Access to the cabin is via a hands-free keyfob; just reach out to the handles to open and press on the button (found on the handle also) to lock. For the rear passengers, the rear door handles are found right by the C-pillars.
The interior’s theme is mostly dark glossy, with black leather on the seats, shift knob, steering wheel and on some panels by the doors while the shiny stuff comes from accents on the center tunnel and all the equipment in the middle of the dashboard.
The instrumentation panel comes with three dials, the rev meter on the left, speedometer in the middle and the right-most is the vehicle’s multi-information display showing the trip computer, range, elapsed time, average speed and various other data.
Its crown jewel though, just like the Jazz, is that gorgeous seven-inch touchscreen display with navigation, Apple CarPlay, and Android Auto.

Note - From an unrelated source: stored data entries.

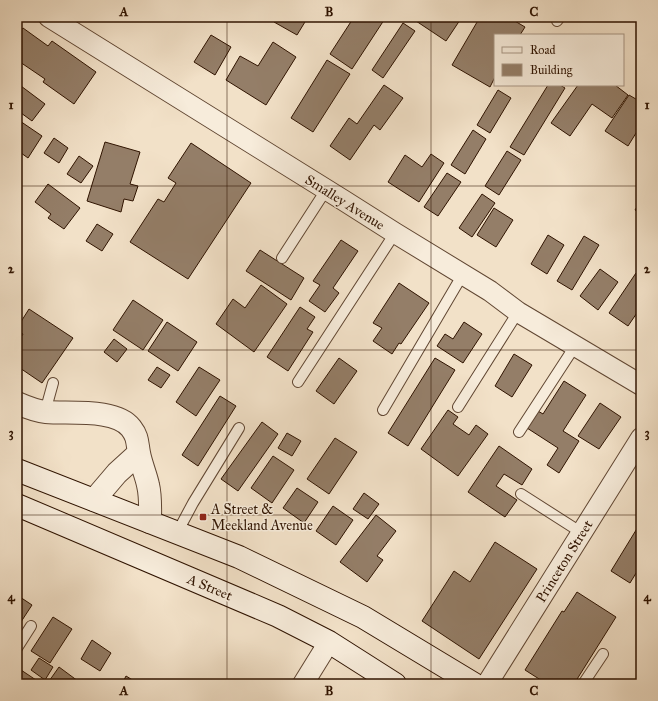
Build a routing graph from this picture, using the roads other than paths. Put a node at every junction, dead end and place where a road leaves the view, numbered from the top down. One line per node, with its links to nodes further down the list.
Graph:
1 (49, 17): 2 (street, Smalley Avenue)
2 (326, 190): 3 (street, Smalley Avenue); 4 (lane)
3 (395, 233): 5 (street, Smalley Avenue); 8 (lane)
4 (282, 258)
5 (463, 274): 6 (street, Smalley Avenue); 13 (lane)
6 (518, 312): 7 (street, Smalley Avenue); 12 (lane)
7 (575, 346): 10 (street, Smalley Avenue); 16 (lane)
8 (298, 382)
9 (54, 384): 14 (lane)
10 (641, 385)
11 (17, 403): 14 (main road)
12 (458, 407)
13 (383, 410)
14 (46, 412): 18 (main road)
15 (239, 428): 24 (lane)
16 (519, 432)
17 (641, 438): 25 (street, Princeton Street)
18 (139, 453): 21 (main road); 23 (main road)
19 (17, 470): 21 (main road)
20 (521, 494): 25 (lane)
21 (94, 500): 23 (main road)
22 (25, 508): 27 (main road, A Street)
23 (150, 522): 24 (main road)
24 (177, 533): 32 (main road)
25 (582, 533): 33 (street, Princeton Street)
26 (31, 626): 28 (lane)
27 (329, 642): 30 (street); 31 (main road, A Street)
28 (17, 648)
29 (603, 654): 34 (lane)
30 (303, 684)
31 (395, 684)
32 (474, 684)
33 (487, 684)
34 (584, 684)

Even though Honda uses a third-party unit (Kenwood) this time, it still works seamlessly, albeit a tiny wee bit of a delay compared to the snappy proprietary system of the previous model. They’d also do better fixing the USB ports in place instead of having them hang around on a wire just right beside the glove box. It just doesn’t fit the refined look of the cabin. Right beneath it is a segment-exclusive shiny panel below it that controls the air-conditioning system.

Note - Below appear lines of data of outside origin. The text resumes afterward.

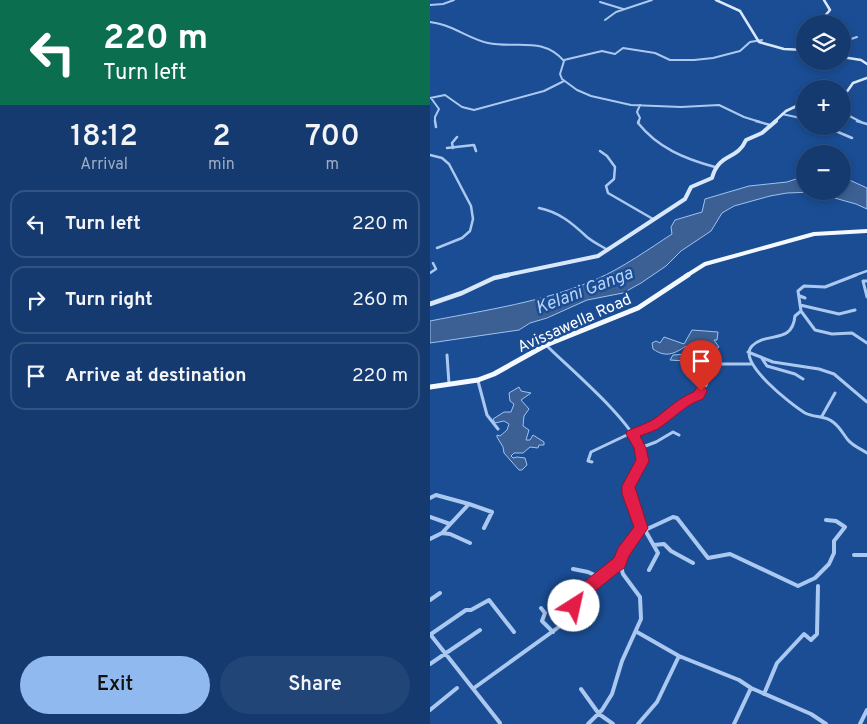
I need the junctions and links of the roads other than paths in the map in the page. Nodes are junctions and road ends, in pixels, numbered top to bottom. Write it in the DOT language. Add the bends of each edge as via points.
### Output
graph roads {
  1 [pos="454,0"];
  2 [pos="652,0"];
  3 [pos="716,0"];
  4 [pos="824,0"];
  5 [pos="600,2"];
  6 [pos="430,5"];
  7 [pos="624,9"];
  8 [pos="826,15"];
  9 [pos="605,20"];
  10 [pos="430,22"];
  11 [pos="857,37"];
  12 [pos="851,39"];
  13 [pos="757,40"];
  14 [pos="762,40"];
  15 [pos="796,49"];
  16 [pos="851,58"];
  17 [pos="564,60"];
  18 [pos="867,64"];
  19 [pos="867,78"];
  20 [pos="564,81"];
  21 [pos="851,87"];
  22 [pos="430,98"];
  23 [pos="640,106"];
  24 [pos="796,107"];
  25 [pos="782,114"];
  26 [pos="796,117"];
  27 [pos="851,118"];
  28 [pos="867,124"];
  29 [pos="770,125"];
  30 [pos="436,127"];
  31 [pos="845,135"];
  32 [pos="457,137"];
  33 [pos="852,138"];
  34 [pos="447,148"];
  35 [pos="453,148"];
  36 [pos="476,151"];
  37 [pos="600,151"];
  38 [pos="430,155"];
  39 [pos="715,167"];
  40 [pos="539,208"];
  41 [pos="653,219"];
  42 [pos="867,231"];
  43 [pos="437,248"];
  44 [pos="608,250"];
  45 [pos="433,262"];
  46 [pos="867,271"];
  47 [pos="430,273"];
  48 [pos="867,280"];
  49 [pos="800,296"];
  50 [pos="867,297"];
  51 [pos="805,298"];
  52 [pos="430,304"];
  53 [pos="800,305"];
  54 [pos="855,310"];
  55 [pos="801,311"];
  56 [pos="867,343"];
  57 [pos="546,345"];
  58 [pos="748,352"];
  59 [pos="447,355"];
  60 [pos="761,357"];
  61 [pos="752,364"];
  62 [pos="803,379"];
  63 [pos="478,380"];
  64 [pos="449,384"];
  65 [pos="430,387"];
  66 [pos="835,393"];
  67 [pos="867,402"];
  68 [pos="822,416"];
  69 [pos="498,429"];
  70 [pos="631,434"];
  71 [pos="679,435"];
  72 [pos="640,448"];
  73 [pos="867,453"];
  74 [pos="592,462"];
  75 [pos="430,498"];
  76 [pos="469,504"];
  77 [pos="430,517"];
  78 [pos="826,520"];
  79 [pos="450,524"];
  80 [pos="484,528"];
  81 [pos="643,529"];
  82 [pos="442,533"];
  83 [pos="430,539"];
  84 [pos="470,543"];
  85 [pos="654,545"];
  86 [pos="854,555"];
  87 [pos="867,555"];
  88 [pos="620,562"];
  89 [pos="693,563"];
  90 [pos="573,569"];
  91 [pos="649,570"];
  92 [pos="600,577"];
  93 [pos="818,586"];
  94 [pos="440,593"];
  95 [pos="430,600"];
  96 [pos="541,608"];
  97 [pos="480,630"];
  98 [pos="514,632"];
  99 [pos="553,632"];
  100 [pos="637,632"];
  101 [pos="430,634"];
  102 [pos="445,653"];
  103 [pos="679,656"];
  104 [pos="430,664"];
  105 [pos="457,688"];
  106 [pos="474,688"];
  107 [pos="751,688"];
  108 [pos="581,689"];
  109 [pos="764,694"];
  110 [pos="430,710"];
  111 [pos="867,710"];
  112 [pos="599,714"];
  113 [pos="500,723"];
  114 [pos="588,724"];
  115 [pos="613,724"];
  116 [pos="638,724"];
  117 [pos="734,724"];
  118 [pos="826,724"];
  119 [pos="860,724"];
  1 -- 6 [label="street"];
  2 -- 7 [label="street"];
  3 -- 13 [label="street" via="740,11"];
  4 -- 8 [label="street" via="830,10"];
  5 -- 7 [label="street"];
  7 -- 9 [label="street"];
  10 -- 17 [label="street" via="487,43 539,45 556,52"];
  11 -- 12 [label="street"];
  13 -- 14 [label="street"];
  13 -- 15 [label="street" via="777,48"];
  13 -- 17 [label="street" via="740,50 713,58 670,60 655,53 623,48 615,54 602,51"];
  16 -- 18 [label="street"];
  17 -- 20 [label="street" via="560,74"];
  19 -- 21 [label="street"];
  20 -- 22 [label="street" via="544,91 474,110 455,104 445,95"];
  20 -- 23 [label="street" via="591,96"];
  22 -- 30 [label="street" via="438,109"];
  23 -- 29 [label="street" via="719,105"];
  23 -- 39 [label="street" via="638,123 649,137 673,154"];
  24 -- 25 [label="street"];
  25 -- 26 [label="street"];
  25 -- 29 [label="street"];
  27 -- 28 [label="street"];
  29 -- 39 [label="street" via="762,133 746,140 742,149"];
  31 -- 33 [label="street"];
  32 -- 35 [label="street" via="452,143"];
  34 -- 35 [label="street"];
  35 -- 36 [label="street" via="474,145"];
  37 -- 41 [label="street" via="615,167 614,179 606,186 608,193"];
  38 -- 43 [label="street" via="442,158 451,166 473,216 468,232 456,243"];
  39 -- 41 [label="street" via="712,178 693,185 685,199"];
  40 -- 44 [label="street" via="554,211"];
  41 -- 44 [label="street"];
  42 -- 57 [label="main road, Avissawella Road" via="814,234 715,261 697,268 638,308"];
  44 -- 52 [label="street" via="587,259 494,278"];
  45 -- 47 [label="street" via="436,269"];
  46 -- 49 [label="street" via="825,287 804,286 798,291"];
  48 -- 50 [label="street" via="863,281"];
  49 -- 51 [label="street"];
  49 -- 53 [label="street"];
  53 -- 54 [label="street" via="839,314"];
  53 -- 55 [label="street"];
  55 -- 56 [label="street" via="815,330 832,334 852,333"];
  55 -- 58 [label="street" via="795,316 794,326 784,336 753,345"];
  57 -- 63 [label="main road, Avissawella Road"];
  57 -- 70 [label="street" via="611,409"];
  58 -- 60 [label="street"];
  58 -- 61 [label="street"];
  59 -- 64 [label="street"];
  60 -- 62 [label="street" via="767,366"];
  60 -- 67 [label="street" via="834,374"];
  61 -- 68 [label="street" via="778,393 808,414"];
  61 -- 70 [label="street" via="713,364 711,377 699,396 683,403 657,423"];
  63 -- 64 [label="main road, Avissawella Road"];
  63 -- 69 [label="street" via="487,415"];
  64 -- 65 [label="main road, Avissawella Road"];
  66 -- 68 [label="street"];
  68 -- 73 [label="street" via="832,420 848,440"];
  70 -- 72 [label="street"];
  70 -- 74 [label="street" via="591,452 588,461"];
  71 -- 72 [label="street" via="673,432"];
  72 -- 81 [label="street" via="641,466 628,486 636,518"];
  75 -- 76 [label="street" via="434,495"];
  76 -- 79 [label="street"];
  76 -- 80 [label="street" via="492,512"];
  77 -- 79 [label="street"];
  78 -- 81 [label="street" via="845,527 834,541 834,554 811,581 798,586 730,554 708,558 677,518"];
  79 -- 82 [label="street"];
  81 -- 85 [label="street"];
  81 -- 88 [label="street" via="623,553"];
  82 -- 83 [label="street"];
  82 -- 84 [label="street"];
  85 -- 89 [label="street" via="664,544"];
  85 -- 91 [label="street" via="658,553"];
  86 -- 87 [label="street"];
  88 -- 92 [label="street"];
  88 -- 100 [label="street" via="624,575 642,602"];
  90 -- 92 [label="street"];
  92 -- 99 [label="street" via="584,591 567,621"];
  93 -- 109 [label="street" via="817,634 811,640 804,634 777,663"];
  94 -- 95 [label="street"];
  96 -- 99 [label="street" via="545,613 542,621"];
  97 -- 102 [label="street"];
  98 -- 101 [label="street" via="490,600 466,610"];
  99 -- 106 [label="street"];
  100 -- 103 [label="street"];
  100 -- 112 [label="street" via="623,659 612,694"];
  101 -- 102 [label="street"];
  102 -- 104 [label="street"];
  102 -- 106 [label="street"];
  103 -- 107 [label="street"];
  103 -- 116 [label="street" via="657,702"];
  105 -- 110 [label="street"];
  106 -- 113 [label="street"];
  107 -- 109 [label="street"];
  107 -- 117 [label="street"];
  108 -- 112 [label="street"];
  109 -- 118 [label="street"];
  111 -- 119 [label="street"];
  112 -- 114 [label="street"];
  112 -- 115 [label="street"];
}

As it is based on the Jazz, and latter boasting of class-leading legroom, it wasn’t a surprise that the cabin was roomy enough for five. Even the size of the front seats felt just right, snug but not small and tight.
The 1.8L engine is fired up via the Start/Stop button and delivers 140 horsepower and 172 Nm of torque via Honda’s Earth Dreams Technology Continuous Variable Transmission (CVT).
Three modes control the engine’s performance, Econ (when the Econ button is turned On), Normal (when turned off) and Sport (when selected via the gear shifter). Econ is as it states; fuel efficient but lacks the spirited drive you’d want on an open highway. Response is retarded and so is the feel to spread out power more evenly for higher mileage and reduced consumption. The difference isn’t as stark on Normal and Sport but I did get much quicker throttle response and higher agility on Sport at the expense of fuel efficiency. And it was easy to tell because on that mode, I could hear and see that the revs were kept at 2k and above. Fuel consumption in the city was 9.5 kilometers per liter but hits a high of 15 on the highway. It takes a while for it to hit 100 km/h on the highway because of the small displacement engine but can stay there without taxing the engine too much because the CVT keeps it at its best rev range regardless of speed.
Despite its low profile, it doesn’t have high rollover resistance, especially when laden, so I had to take it down a notch around corners at high speeds. Comfort is good as far as suspension and shock/noise dampening is concerned but the 17-inch wheels do let some of the road imperfections through on certain occasions.
At P1.495 million, it isn’t exactly entry-level cheap but you do save a couple of hundred pesos compared to getting a CR-V if all you need is a chic-looking SUV for going to the office.
It has high ground clearance, the kind of tech a millennial would appreciate, and spacious enough for friends or family. The engine is small but it would do if you want to keep money in your pocket instead of out the tailpipe. If you’re on a budget but you won’t skimp on the qualities above, put the 2019 Honda HR-V RS Navi on your entry-level SUV list.